International rating agency Moody’s Investors Service, which has a Baa3 stable rating on the country, today said the diesel price deregulation announced over the past weekend is “credit positive”. In a note issued from Singapore, its senior vice-president for sovereign risk group Atsi Sheth said, “The decision to fully deregulate diesel prices signals fiscal discipline on the part of the sovereign, which we view as credit positive. “Diesel price deregulation will reduce the subsidy burden for the government, although fiscal savings are likely to be limited.”
Last Saturday, the government linked the retail price of diesel by slashing prices up to Rs 3.77 a litre. Diesel price was cut after a gap of over five years. She said the government decision to fully liberalise diesel prices and ease controls over natural gas prices, allowing the latter to increase by about 33 per cent, are credit positive. This is because they allow the market to adjust to global commodity price trends and reduce the exposure of government finances to those trends, she said.
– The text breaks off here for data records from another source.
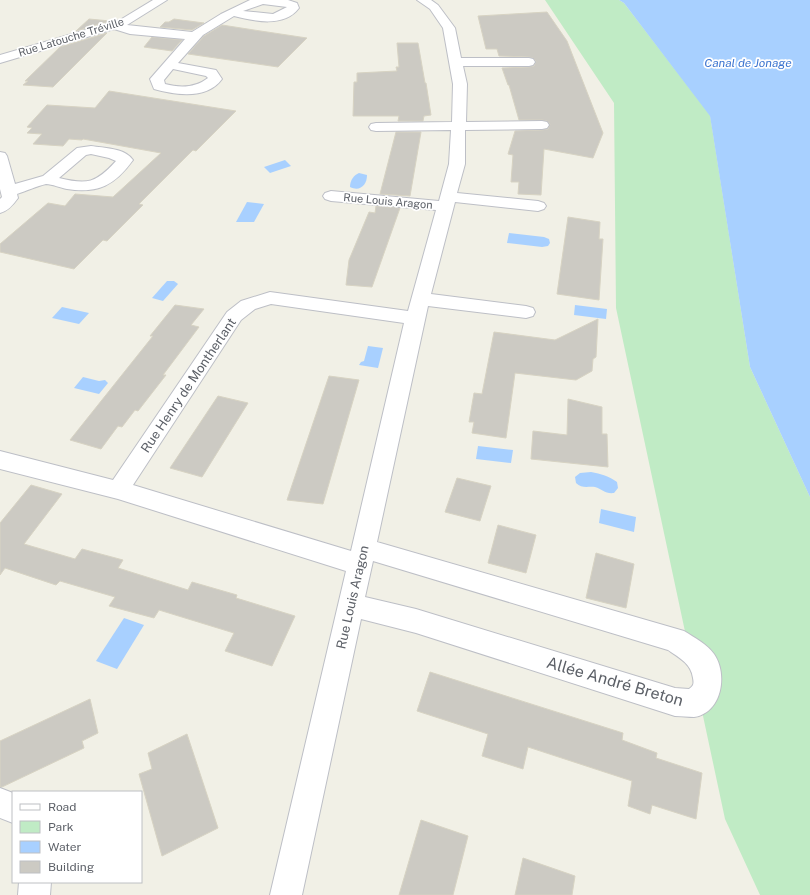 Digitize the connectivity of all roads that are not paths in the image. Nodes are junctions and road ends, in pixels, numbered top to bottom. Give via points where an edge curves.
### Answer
1 (161, 0) edge
2 (423, 0) edge
3 (234, 13) dead end
4 (115, 25) junction
5 (194, 36) junction
6 (0, 59) edge
7 (456, 62) junction
8 (529, 62) dead end
9 (170, 65) dead end
10 (542, 125) dead end
11 (458, 126) junction
12 (376, 127) dead end
13 (0, 156) edge
14 (48, 179) dead end
15 (9, 190) junction
16 (331, 196) dead end
17 (447, 202) junction
18 (538, 206) dead end
19 (0, 208) edge
20 (418, 309) junction
21 (526, 312) dead end
22 (0, 460) edge
23 (118, 490) junction
24 (361, 556) junction
25 (350, 605) junction
26 (0, 803) edge
27 (12, 808) edge
28 (35, 883) edge
29 (34, 895) edge
30 (286, 895) edge

1 - 4 street, Rue Latouche Tréville
2 - 7 street, Rue Louis Aragon via 434,6 449,28
3 - 5 street
4 - 5 street via 130,30
4 - 6 street, Rue Latouche Tréville
5 - 9 street
7 - 8 street
7 - 11 street, Rue Louis Aragon via 460,84
10 - 11 street
11 - 12 street
11 - 17 street, Rue Louis Aragon via 457,164
13 - 15 street
14 - 15 street
15 - 19 street via 10,198
16 - 17 street, Rue Louis Aragon
17 - 18 street, Rue Louis Aragon
17 - 20 street, Rue Louis Aragon
20 - 21 street
20 - 23 street, Rue Henry de Montherlant via 270,298 248,305 234,316
20 - 24 street, Rue Louis Aragon
22 - 23 street
23 - 24 street
24 - 25 street, Rue Louis Aragon
24 - 25 street, Allée André Breton via 675,640 691,650 704,663 708,682 705,694 694,703 675,702 416,621
25 - 30 street, Rue Louis Aragon
26 - 27 street
28 - 29 street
“Our stable outlook on the sovereign is based on our expectation of incremental credit positive policy changes in multiple areas over the coming months, and our assumption that the fuel subsidy reforms, which were introduced some years ago, will continue,” Sheth said. It can be noted that since September 2012, the government has implemented various reforms to the fuel subsidy programme, including allowing oil companies to increase diesel prices incrementally by 50 paise a month, withdrawing the subsidy on diesel sold in bulk, and limiting subsidised consumption of cooking gas.
Despite these steps, rising commodity prices actually led to a significant increase in the subsidy outlay, she said, adding in fact, the oil subsidy bill grew nearly six-fold over the past five years to Rs. 85,500 crore in FY14, from Rs 15,000 crore in FY10. Total fuel subsidies accounted for less than 1% of GDP and under 3% of total government expenditures in FY14.
Global crude prices have fallen by over 20% in the second half of 2014, making it an opportune time to liberalise fuel prices. The country, being a heavy net importer of energy, with crude oil making up around 30% of imports in FY14, lower crude prices ease pressure on the current account. It also reinforces the current disinflationary trend in headline CPI growth, providing room for subsidy reforms, sheth said.
“Implementing reform at a time of low global oil price reduces the potential for inflationary pressures from a jump in domestic fuel prices.
“Moreover, petroleum products have a small weight in the country’s consumer price basket and we therefore expect energy product price liberalisation to have a benign impact on CPI inflation,” Sheth added.